═══ Study material
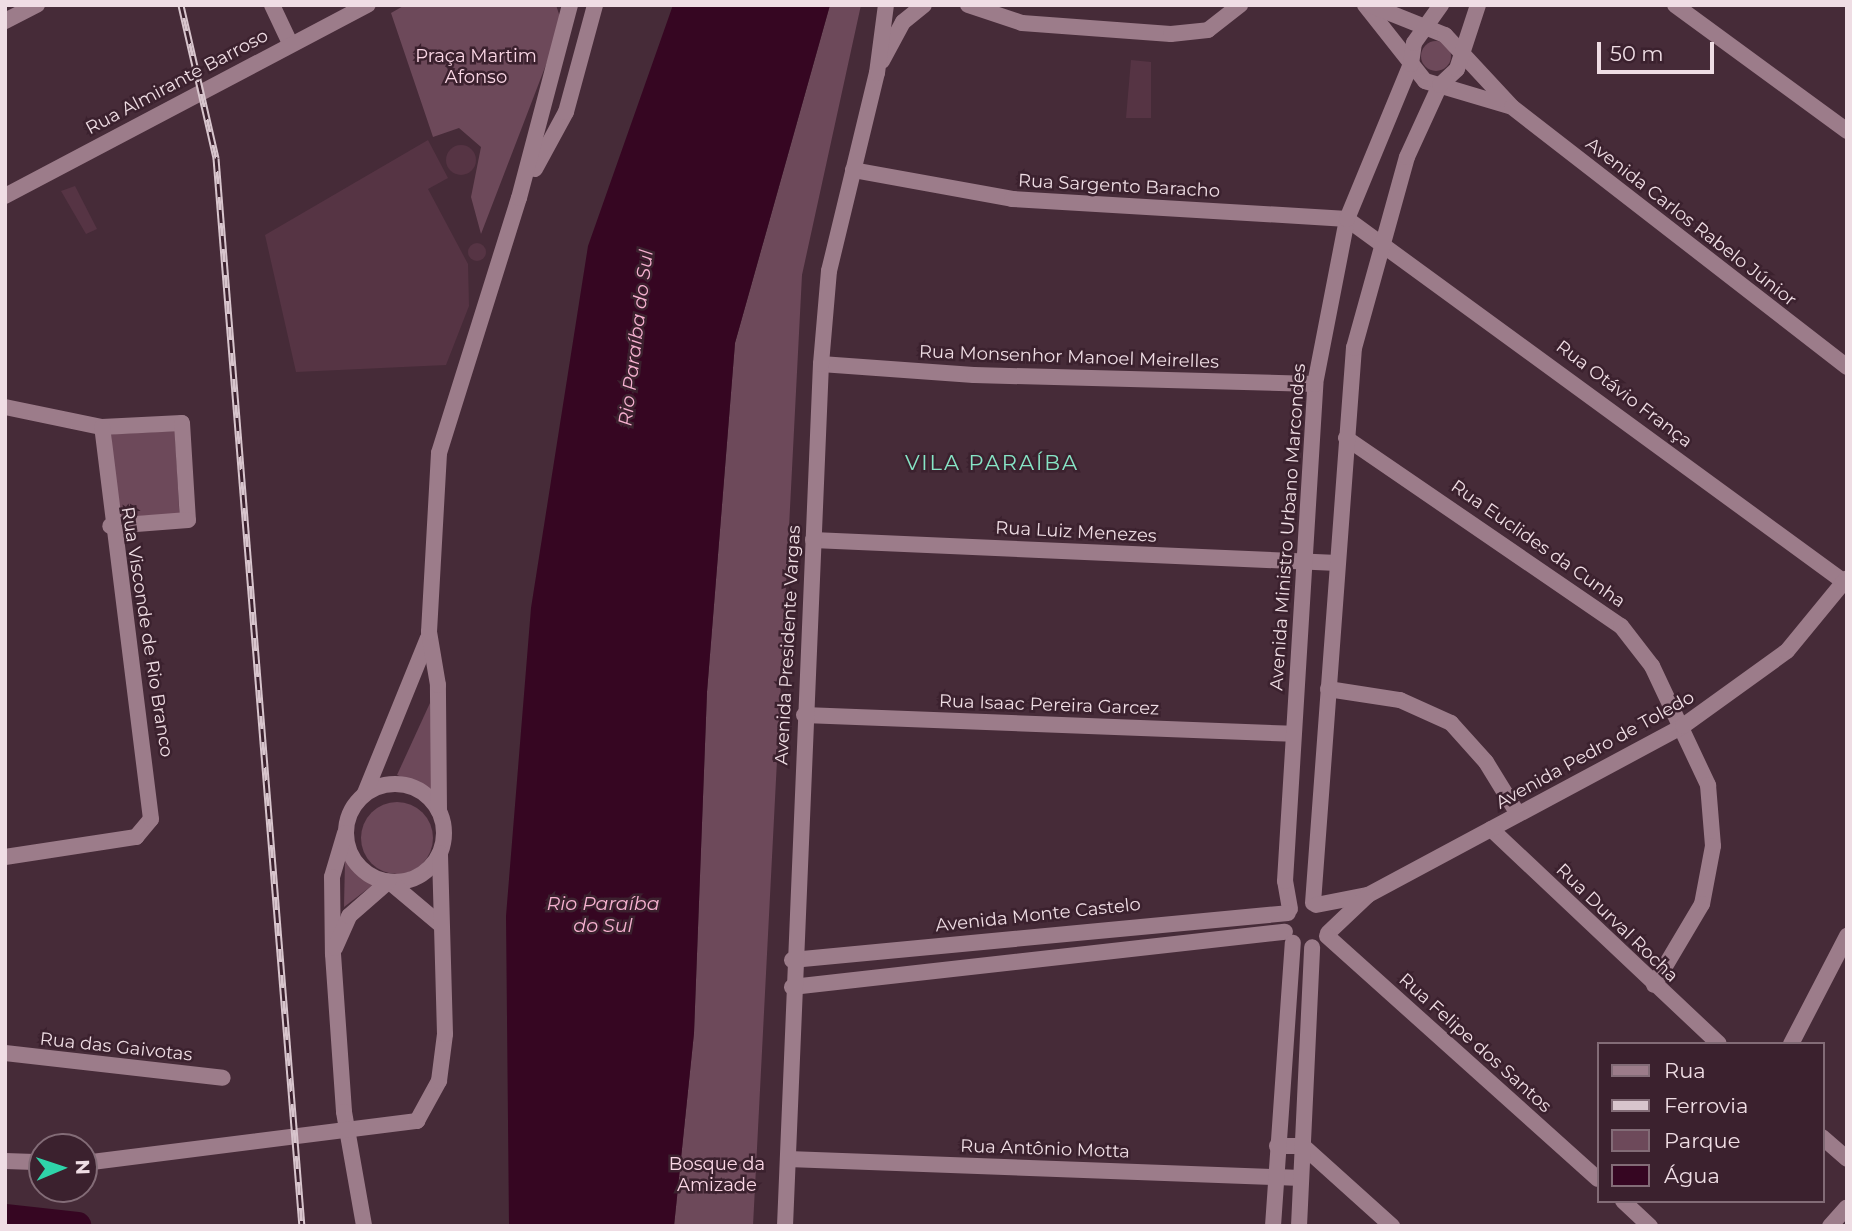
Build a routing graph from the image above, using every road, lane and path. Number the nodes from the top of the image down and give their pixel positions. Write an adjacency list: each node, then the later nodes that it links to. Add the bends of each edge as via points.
══════
═══ Study material
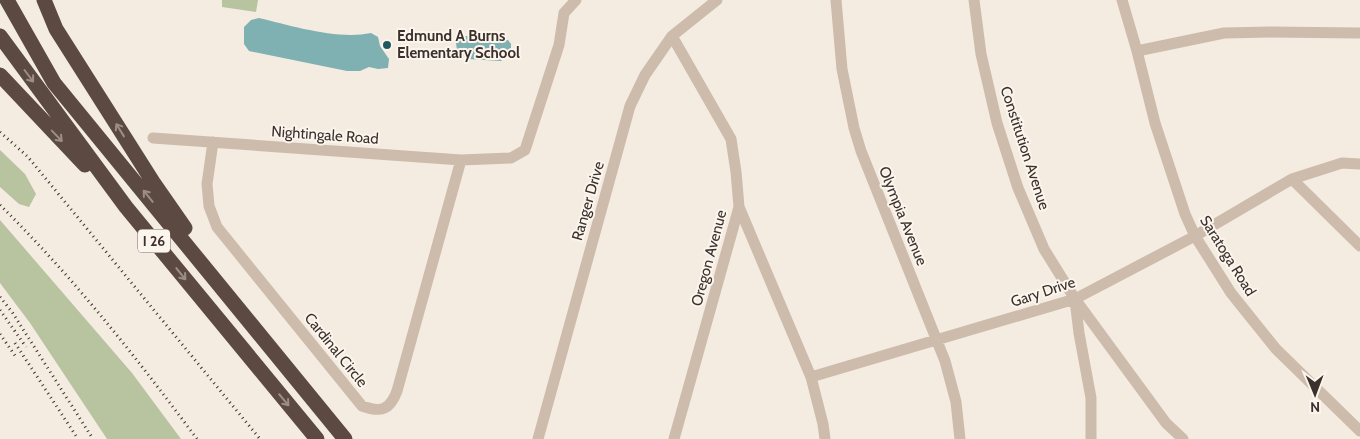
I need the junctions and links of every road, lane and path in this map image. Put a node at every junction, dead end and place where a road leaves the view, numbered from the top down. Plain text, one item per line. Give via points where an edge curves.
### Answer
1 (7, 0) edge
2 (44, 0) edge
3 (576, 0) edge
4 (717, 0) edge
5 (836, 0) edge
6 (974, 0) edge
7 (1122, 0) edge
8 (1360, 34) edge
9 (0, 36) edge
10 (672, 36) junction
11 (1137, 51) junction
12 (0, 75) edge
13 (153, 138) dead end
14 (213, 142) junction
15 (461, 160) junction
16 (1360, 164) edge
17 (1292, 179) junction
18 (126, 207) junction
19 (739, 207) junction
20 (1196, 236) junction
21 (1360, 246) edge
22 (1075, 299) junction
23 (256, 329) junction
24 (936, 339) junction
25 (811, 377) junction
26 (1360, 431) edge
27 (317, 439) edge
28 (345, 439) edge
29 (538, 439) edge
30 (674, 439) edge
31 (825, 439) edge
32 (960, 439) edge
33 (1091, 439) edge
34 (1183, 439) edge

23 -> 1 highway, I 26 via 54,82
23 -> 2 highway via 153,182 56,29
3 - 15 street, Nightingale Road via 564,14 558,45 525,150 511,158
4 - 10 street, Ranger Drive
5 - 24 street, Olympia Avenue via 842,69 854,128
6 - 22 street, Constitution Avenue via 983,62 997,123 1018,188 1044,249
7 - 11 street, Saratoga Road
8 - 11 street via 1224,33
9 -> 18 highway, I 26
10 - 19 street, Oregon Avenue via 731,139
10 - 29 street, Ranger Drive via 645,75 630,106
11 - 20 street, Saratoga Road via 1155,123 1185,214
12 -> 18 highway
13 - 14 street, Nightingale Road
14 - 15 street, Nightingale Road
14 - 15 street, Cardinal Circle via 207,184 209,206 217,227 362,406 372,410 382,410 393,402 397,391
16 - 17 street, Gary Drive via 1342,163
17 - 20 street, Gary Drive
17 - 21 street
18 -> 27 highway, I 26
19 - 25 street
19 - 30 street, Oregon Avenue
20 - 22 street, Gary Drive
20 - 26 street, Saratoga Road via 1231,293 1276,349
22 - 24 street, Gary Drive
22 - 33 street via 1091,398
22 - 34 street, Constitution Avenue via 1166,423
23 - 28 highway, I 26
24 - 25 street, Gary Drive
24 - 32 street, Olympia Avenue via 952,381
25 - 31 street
══════
What is needed: Each line above where the word "from" occurs should be copied out.

Expected answer:
Build a routing graph from the image above, using every road, lane and path. Number the nodes from the top of the image down and give their pixel positions. Write an adjacency list: each node, then the later nodes that it links to. Add the bends of each edge as via points.
I need the junctions and links of every road, lane and path in this map image. Put a node at every junction, dead end and place where a road leaves the view, numbered from the top down. Plain text, one item per line. Give via points where an edge curves.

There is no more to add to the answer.